▶ Exercise objective: Every line of the data that contains the string "edges" must be copied.
[Opening Source information section]
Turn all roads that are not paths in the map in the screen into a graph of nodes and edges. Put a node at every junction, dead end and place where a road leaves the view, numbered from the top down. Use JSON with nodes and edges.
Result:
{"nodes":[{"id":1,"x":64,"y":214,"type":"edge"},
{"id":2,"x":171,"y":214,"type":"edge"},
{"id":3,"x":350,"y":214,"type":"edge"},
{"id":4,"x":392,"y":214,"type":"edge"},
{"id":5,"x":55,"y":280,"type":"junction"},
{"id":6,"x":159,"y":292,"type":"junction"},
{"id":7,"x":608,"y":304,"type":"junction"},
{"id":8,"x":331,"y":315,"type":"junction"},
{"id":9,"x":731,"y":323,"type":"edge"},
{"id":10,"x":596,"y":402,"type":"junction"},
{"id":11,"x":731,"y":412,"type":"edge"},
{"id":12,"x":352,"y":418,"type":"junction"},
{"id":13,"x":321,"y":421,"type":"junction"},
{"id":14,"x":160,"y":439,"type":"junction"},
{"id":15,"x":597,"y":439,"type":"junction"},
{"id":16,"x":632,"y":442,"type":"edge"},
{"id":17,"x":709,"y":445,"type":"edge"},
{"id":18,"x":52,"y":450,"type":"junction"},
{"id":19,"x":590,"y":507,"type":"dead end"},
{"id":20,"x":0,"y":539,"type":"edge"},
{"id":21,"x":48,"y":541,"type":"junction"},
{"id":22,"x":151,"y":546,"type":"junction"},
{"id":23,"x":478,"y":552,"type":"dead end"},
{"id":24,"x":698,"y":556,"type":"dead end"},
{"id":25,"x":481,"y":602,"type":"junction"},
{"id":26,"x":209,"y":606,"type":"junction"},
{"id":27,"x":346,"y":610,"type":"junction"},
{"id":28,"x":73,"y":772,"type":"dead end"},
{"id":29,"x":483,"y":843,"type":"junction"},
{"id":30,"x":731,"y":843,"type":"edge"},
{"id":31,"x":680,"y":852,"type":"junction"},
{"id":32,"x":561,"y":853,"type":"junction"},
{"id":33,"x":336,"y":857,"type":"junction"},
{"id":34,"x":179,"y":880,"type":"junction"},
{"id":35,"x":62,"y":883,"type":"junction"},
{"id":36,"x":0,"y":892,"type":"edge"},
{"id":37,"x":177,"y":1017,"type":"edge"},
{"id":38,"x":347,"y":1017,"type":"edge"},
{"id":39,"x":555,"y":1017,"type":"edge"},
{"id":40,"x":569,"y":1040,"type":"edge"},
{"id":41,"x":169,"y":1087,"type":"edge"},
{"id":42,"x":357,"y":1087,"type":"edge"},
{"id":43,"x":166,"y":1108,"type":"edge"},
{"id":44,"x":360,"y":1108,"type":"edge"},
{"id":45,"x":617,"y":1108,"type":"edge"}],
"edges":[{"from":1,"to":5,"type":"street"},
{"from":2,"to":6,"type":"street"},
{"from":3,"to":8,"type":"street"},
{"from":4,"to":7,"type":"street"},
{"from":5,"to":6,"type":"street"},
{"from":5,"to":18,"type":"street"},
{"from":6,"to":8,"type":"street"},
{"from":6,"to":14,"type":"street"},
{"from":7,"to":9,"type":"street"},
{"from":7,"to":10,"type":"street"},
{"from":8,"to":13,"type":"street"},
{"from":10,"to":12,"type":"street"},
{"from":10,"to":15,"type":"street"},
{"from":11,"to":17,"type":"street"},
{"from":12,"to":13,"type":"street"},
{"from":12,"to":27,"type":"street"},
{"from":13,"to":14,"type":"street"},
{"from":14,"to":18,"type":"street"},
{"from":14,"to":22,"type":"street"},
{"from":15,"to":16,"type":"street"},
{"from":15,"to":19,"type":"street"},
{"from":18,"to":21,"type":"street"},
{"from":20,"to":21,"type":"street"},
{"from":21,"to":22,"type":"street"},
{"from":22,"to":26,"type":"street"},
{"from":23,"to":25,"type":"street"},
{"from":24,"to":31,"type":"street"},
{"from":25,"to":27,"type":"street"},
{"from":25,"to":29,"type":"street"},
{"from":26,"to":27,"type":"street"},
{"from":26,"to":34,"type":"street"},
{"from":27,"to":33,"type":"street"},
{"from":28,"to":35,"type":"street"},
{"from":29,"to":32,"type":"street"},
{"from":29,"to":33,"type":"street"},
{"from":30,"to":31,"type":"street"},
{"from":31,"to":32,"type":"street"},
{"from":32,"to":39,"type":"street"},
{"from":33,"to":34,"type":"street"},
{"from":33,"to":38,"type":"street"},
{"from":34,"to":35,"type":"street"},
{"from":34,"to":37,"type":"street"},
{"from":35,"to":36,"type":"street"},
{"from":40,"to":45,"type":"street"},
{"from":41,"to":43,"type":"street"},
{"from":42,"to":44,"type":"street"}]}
[Closing Source information section]
▶ Task response:
Turn all roads that are not paths in the map in the screen into a graph of nodes and edges. Put a node at every junction, dead end and place where a road leaves the view, numbered from the top down. Use JSON with nodes and edges.
"edges":[{"from":1,"to":5,"type":"street"},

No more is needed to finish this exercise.